── Source information ──

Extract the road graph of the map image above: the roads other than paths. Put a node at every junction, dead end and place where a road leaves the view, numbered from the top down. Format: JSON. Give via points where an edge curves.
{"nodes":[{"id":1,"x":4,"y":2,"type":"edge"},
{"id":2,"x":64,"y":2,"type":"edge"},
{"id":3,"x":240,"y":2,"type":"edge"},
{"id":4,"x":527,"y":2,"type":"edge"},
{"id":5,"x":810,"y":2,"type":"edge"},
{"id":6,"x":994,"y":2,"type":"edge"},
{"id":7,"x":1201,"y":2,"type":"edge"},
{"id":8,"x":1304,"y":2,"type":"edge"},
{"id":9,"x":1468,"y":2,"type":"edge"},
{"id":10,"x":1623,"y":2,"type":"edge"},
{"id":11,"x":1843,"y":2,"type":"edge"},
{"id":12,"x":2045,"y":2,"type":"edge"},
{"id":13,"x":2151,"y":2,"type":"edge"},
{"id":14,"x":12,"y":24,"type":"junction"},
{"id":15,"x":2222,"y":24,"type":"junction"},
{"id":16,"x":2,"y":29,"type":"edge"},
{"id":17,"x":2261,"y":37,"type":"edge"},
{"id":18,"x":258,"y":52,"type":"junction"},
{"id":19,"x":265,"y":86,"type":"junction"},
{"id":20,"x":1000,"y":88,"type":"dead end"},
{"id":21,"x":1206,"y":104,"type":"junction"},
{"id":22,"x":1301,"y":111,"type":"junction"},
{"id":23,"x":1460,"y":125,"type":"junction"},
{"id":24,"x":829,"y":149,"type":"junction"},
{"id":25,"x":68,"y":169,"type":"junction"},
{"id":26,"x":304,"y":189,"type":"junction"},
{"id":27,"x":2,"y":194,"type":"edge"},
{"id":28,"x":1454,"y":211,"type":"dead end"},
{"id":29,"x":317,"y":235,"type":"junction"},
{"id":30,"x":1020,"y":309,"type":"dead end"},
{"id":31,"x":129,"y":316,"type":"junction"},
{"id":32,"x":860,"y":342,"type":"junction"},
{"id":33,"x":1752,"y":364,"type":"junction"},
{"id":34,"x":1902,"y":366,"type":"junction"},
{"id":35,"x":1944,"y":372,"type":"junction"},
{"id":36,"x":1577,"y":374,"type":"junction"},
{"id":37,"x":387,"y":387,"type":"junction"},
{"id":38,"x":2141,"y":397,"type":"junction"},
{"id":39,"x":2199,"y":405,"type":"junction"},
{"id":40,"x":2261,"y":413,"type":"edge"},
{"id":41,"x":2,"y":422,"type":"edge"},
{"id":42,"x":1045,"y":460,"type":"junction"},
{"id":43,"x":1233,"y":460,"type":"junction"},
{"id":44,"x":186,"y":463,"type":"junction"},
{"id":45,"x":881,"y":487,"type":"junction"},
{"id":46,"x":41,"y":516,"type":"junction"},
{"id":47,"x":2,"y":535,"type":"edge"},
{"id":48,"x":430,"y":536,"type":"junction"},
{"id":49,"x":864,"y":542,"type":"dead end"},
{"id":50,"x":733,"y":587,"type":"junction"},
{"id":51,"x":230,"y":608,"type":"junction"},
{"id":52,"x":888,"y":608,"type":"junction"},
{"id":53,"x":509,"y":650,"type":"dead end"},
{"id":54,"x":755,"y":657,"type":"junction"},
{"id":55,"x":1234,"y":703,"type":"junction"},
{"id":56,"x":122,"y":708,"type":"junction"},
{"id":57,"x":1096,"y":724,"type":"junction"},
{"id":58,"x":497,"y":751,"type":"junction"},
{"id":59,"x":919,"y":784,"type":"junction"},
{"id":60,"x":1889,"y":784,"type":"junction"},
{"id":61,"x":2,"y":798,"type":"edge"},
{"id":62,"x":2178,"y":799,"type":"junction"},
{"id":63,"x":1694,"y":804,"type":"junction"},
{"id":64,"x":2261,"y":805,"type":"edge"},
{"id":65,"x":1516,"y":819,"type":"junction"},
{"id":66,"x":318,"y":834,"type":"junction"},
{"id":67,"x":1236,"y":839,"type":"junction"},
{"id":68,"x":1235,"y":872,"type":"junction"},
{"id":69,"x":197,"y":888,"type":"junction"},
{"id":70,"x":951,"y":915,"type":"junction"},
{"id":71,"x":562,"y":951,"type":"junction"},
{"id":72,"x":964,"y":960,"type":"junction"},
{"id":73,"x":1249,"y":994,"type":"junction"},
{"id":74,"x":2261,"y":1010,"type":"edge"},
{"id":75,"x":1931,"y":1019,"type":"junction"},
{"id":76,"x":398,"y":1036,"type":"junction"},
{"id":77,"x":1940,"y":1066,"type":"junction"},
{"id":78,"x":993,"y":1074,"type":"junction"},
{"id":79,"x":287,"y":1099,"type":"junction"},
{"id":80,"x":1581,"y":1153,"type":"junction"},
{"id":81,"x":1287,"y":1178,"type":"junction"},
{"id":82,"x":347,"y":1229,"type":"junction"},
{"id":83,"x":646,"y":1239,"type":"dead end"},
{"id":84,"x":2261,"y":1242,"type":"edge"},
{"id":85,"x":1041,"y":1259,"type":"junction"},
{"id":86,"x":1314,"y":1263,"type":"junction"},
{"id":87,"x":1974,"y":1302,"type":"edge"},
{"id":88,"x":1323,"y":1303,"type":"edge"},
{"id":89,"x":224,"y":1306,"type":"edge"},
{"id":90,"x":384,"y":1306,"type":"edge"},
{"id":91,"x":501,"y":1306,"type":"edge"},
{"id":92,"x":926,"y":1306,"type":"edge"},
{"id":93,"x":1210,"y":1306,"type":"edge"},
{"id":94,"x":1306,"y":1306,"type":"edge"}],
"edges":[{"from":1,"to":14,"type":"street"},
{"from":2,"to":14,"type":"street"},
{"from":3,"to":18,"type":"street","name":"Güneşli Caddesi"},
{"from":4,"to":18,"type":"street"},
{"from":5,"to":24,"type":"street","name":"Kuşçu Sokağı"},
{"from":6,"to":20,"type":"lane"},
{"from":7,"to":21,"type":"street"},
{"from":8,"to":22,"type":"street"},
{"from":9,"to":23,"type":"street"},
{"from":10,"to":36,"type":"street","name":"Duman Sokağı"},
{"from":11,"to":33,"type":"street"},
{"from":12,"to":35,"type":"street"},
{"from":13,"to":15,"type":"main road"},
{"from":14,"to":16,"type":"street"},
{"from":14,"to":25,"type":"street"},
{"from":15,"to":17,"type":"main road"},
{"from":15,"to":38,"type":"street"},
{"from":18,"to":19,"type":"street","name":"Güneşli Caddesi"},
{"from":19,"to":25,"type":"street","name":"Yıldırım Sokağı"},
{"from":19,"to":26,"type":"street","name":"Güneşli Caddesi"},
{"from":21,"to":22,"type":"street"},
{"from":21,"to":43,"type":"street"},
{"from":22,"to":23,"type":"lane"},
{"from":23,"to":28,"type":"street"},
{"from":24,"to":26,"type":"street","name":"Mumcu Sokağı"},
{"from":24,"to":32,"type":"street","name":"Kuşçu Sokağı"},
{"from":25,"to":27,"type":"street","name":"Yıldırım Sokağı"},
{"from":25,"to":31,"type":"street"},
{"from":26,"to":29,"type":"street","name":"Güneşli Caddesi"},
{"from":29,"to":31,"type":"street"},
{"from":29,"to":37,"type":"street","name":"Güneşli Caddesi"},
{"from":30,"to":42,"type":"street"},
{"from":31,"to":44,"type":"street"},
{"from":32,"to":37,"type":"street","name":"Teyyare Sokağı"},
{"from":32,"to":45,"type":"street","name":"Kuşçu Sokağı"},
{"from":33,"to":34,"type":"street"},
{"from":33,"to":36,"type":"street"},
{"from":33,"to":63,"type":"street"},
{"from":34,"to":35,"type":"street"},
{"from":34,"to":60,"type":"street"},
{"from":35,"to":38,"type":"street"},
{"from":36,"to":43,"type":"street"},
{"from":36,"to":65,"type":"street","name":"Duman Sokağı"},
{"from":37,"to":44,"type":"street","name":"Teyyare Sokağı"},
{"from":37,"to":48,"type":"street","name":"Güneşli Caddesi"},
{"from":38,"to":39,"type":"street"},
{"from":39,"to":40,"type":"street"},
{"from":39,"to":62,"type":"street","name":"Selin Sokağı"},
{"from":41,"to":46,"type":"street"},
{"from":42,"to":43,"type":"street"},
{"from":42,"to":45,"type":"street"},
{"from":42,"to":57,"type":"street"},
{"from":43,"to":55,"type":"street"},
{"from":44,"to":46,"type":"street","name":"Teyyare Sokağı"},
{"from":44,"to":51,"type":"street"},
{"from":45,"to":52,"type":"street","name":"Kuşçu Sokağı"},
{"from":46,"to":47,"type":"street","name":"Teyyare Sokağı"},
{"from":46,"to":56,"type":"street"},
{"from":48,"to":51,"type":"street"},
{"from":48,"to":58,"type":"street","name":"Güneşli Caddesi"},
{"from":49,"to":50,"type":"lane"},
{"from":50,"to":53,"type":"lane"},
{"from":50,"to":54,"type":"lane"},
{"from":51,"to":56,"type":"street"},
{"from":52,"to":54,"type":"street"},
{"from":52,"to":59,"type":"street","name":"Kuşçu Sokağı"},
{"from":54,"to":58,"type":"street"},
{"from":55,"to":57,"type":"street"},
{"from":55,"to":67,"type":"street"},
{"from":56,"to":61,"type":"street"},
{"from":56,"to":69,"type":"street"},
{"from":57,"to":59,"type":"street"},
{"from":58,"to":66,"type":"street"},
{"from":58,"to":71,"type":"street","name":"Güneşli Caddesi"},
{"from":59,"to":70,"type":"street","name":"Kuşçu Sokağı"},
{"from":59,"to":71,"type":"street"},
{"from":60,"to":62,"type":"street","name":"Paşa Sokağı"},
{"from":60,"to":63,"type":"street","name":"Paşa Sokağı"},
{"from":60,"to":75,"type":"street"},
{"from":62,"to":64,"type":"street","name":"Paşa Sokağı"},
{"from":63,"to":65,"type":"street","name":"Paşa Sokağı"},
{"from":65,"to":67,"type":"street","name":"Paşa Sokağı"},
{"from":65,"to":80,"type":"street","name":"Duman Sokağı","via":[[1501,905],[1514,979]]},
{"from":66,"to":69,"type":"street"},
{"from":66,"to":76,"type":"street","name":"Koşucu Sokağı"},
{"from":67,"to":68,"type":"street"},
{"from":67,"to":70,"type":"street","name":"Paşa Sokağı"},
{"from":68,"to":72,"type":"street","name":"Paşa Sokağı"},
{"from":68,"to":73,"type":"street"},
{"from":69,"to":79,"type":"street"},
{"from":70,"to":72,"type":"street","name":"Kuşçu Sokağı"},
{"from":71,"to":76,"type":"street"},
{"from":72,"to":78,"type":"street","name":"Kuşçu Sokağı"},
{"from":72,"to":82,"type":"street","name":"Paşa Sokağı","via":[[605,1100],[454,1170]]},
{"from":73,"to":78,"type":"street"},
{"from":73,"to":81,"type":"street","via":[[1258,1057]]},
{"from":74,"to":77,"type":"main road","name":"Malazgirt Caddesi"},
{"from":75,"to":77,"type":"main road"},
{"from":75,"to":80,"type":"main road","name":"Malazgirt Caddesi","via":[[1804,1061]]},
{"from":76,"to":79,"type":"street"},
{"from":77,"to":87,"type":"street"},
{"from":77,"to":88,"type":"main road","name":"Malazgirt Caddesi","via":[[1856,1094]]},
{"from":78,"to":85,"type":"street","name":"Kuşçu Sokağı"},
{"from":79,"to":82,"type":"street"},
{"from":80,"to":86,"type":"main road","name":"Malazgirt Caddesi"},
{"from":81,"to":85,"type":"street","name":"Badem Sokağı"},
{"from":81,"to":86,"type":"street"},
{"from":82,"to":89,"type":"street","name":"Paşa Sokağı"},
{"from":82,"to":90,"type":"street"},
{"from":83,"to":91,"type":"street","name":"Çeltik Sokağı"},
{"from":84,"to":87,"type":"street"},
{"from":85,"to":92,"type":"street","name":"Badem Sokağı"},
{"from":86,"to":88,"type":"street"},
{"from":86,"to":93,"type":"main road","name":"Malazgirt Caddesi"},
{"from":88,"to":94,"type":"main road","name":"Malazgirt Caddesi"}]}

───

• **Task objective**:
Check each line above for the string "Yıldırım" and copy every line that has it.

• **Your response**:
{"from":19,"to":25,"type":"street","name":"Yıldırım Sokağı"},
{"from":25,"to":27,"type":"street","name":"Yıldırım Sokağı"},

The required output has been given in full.